Julián Pozo Ruiz de Samaniego

Padre Julián Pozo Ruiz de Samaniego

Julian Pozo RJulián Pozo vino al mundo en Payueta (Álava) en 1903. Su padre murió cuando él era un niño, y su madre era hermana del redentorista P. Samaniego. Con el fin de apoyar su vocación misionera, es enviado al Jovenado de El Espino, conocido por su madre en visitas a su hermano redentorista. Era un niño de carácter reflexivo, y desarrolló a lo largo de su vida un don para el consejo y la orientación. Pero terminados sus estudios en 1913, en lugar de ser enviado al noviciado, regresó a su casa. Sus deseos vocacionales fueron cumplidos al ser llamado al noviciado poco después, superadas las reticencias de algunos redentoristas sobre su idoneidad.

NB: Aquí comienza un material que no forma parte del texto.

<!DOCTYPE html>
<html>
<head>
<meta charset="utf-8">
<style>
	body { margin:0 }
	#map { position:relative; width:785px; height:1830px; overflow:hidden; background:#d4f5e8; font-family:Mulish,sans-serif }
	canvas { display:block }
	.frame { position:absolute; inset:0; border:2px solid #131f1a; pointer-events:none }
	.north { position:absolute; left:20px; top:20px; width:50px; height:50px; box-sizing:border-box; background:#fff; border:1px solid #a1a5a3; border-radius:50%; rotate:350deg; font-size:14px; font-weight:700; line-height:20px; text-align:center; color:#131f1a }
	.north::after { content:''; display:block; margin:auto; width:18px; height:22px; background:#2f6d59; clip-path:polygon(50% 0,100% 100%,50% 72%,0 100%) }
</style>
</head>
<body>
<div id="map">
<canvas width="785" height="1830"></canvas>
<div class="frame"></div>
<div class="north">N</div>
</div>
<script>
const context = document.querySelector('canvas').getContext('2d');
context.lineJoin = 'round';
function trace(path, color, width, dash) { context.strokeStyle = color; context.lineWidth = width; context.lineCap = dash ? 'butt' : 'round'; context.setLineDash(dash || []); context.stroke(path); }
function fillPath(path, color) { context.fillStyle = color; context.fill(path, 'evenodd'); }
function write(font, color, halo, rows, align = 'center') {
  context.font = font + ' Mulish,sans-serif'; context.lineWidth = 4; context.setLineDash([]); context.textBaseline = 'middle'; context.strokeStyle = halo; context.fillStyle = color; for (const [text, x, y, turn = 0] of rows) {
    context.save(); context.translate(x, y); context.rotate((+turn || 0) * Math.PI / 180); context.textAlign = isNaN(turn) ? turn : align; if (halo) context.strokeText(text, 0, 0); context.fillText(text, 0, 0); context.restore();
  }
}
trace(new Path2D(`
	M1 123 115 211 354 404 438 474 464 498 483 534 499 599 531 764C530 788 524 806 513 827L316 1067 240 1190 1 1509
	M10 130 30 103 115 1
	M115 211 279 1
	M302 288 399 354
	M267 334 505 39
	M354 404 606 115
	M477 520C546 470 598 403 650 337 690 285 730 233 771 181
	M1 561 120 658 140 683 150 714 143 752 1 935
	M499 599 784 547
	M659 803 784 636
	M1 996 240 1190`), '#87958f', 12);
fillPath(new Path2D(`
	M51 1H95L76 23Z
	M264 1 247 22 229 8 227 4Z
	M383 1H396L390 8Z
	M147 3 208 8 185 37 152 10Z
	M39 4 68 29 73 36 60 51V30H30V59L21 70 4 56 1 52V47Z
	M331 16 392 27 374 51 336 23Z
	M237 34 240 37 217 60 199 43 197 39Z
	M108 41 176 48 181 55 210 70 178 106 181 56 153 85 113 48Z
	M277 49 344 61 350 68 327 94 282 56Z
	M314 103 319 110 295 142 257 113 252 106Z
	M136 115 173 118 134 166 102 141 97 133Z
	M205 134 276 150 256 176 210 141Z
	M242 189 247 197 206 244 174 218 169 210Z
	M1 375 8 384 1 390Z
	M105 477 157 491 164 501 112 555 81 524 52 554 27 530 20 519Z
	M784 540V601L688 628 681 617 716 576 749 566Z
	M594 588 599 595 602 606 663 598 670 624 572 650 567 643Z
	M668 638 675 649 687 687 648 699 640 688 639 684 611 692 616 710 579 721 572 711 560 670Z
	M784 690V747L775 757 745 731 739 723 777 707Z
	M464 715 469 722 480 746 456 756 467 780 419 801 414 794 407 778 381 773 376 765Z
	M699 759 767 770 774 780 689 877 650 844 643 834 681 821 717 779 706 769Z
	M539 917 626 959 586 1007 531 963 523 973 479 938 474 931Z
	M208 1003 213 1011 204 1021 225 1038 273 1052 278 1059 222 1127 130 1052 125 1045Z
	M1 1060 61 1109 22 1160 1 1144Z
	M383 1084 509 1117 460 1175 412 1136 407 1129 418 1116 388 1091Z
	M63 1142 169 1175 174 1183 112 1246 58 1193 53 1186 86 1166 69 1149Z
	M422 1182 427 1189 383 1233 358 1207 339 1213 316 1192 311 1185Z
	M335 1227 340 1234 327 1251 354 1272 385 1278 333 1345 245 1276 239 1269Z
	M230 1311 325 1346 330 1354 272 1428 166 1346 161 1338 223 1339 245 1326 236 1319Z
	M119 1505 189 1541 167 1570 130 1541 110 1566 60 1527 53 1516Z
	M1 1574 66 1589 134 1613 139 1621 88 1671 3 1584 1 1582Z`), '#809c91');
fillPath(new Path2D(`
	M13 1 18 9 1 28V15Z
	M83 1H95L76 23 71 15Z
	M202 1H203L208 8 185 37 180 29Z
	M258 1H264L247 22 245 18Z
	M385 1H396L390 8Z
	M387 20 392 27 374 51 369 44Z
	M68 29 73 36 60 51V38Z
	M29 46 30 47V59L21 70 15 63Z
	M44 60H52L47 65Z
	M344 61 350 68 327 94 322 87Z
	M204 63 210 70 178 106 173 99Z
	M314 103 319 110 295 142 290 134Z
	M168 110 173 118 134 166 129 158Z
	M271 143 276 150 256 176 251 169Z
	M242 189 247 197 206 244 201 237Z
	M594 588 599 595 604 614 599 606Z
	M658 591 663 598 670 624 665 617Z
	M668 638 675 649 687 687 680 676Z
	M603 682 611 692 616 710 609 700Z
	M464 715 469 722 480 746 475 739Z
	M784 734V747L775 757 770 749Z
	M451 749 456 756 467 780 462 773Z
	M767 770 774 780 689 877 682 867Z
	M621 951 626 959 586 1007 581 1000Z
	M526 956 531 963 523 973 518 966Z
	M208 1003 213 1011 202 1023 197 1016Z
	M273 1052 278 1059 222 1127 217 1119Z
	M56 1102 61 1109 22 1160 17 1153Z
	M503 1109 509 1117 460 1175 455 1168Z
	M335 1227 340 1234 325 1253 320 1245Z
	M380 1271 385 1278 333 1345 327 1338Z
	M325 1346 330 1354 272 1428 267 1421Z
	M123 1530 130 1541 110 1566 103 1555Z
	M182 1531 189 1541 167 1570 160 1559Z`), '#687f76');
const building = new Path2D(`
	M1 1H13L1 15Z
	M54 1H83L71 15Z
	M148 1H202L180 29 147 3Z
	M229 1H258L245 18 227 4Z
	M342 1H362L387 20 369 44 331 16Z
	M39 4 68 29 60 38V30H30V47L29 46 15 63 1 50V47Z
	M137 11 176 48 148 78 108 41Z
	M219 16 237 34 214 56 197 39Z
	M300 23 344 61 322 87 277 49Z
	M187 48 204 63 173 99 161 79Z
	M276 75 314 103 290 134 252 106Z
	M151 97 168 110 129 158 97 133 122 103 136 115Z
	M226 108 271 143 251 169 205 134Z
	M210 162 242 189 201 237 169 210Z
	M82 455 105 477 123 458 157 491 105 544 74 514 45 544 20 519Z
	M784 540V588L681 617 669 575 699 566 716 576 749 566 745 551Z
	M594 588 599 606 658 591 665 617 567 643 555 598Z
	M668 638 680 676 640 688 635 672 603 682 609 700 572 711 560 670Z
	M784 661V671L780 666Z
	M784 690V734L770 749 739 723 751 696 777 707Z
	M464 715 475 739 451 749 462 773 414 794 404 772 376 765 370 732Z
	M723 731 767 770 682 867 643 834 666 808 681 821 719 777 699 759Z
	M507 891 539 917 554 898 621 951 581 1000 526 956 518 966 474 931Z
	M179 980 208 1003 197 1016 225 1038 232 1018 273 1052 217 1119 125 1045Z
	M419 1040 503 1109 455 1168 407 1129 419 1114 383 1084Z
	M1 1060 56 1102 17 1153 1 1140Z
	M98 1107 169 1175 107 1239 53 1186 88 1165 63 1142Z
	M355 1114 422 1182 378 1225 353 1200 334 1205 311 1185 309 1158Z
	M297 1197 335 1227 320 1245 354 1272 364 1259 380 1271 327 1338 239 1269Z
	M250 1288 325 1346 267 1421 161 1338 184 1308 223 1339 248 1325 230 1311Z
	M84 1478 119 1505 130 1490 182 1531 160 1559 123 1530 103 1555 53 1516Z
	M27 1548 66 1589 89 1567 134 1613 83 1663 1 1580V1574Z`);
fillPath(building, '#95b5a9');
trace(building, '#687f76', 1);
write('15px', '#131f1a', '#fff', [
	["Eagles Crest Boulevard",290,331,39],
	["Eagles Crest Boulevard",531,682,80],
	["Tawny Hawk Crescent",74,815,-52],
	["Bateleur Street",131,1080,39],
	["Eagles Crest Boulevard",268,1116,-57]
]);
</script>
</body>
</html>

Profesó en 1920. En 1921 enfermó de tuberculosis, y fue enviado de nuevo a su pueblo natal, con el fin de que los aires conocidos le otorgaran una pronta recuperación. A los cuatro meses regreso al Teologado de Astorga. En 1923 volvió a recaer con una fuerte hemoptisis, y en esta ocasión se repone en la comunidad redentorista de Nava del Rey. Recibió la ordenación sacerdotal en 1925, y en el verano de 1926 se le destina a Granada, donde coincidirá con el también mártir P. Goñi, ambos condiscípulos en profesión, estudios y ordenación, que volverán a reunirse en la comunidad de Cuenca en 1936. En la ciudad de la Alhambra, el P. Pozo tuvo la oportunidad de conocer a la Sierva de Dios Conchita Barrecheguren y a su padre, futuro Siervo de Dios Padre Francisco Barrecheguren. Sus cohermanos lo tenían por un hombre sensato, apacible, sagaz y con rostro de niño. Tenía especiales capacidades para el sacramento de la reconciliación. Estaba entusiasmado con las obras de San Alfonso. De Granada pasa a Cuenca, en donde se encuentra desde 1928.

El P. Pozo abandonó el convento el 20 de julio y fue recogido en casa de las hermanas Muñoz, junto con el H. Victoriano. Ellas les preguntan qué dirán si vienen a por ellos a la casa, y responde: “Pues presentarnos como lo que somos: religiosos y redentoristas. No tenemos mártires… ¡a ver si somos los primeros!”. Enterado el P. Pedrosa, superior de la comunidad, de la muerte de dos cohermanos el día 31 -los PP. Olarte y Goñi- dio orden de que el P. Pozo y el H. Victoriano se refugiaran en el Seminario. Su custodia estaba en manos de la Guardia Civil y se pensaban que eso garantizaba su seguridad. Pero no fue así. El 9 de agosto, el P. Pozo y el presbítero Crisóstomo Escribano, secretario del obispado de Cuenca, fueron sacados con dirección al martirio. Ambos murieron en el kilómetro 8 de la carretera de Cuenca a Tragacete, cosidos a balazos.

El P. Pozo tenía 33 años, y fue martirizado mientras rezaba, de rodillas, con un crucifijo en una mano y el rosario en la otra. Murió como si de un mártir clásico se tratase, en actitud amorosa de víctima y ofrenda. Su cadáver fue reconocido por la ropa.

Beatificado el 13 de octubre de 2013 en Tarragona – España junto con los mártires de la guerra civil de otros religiosos y diócesis españolas.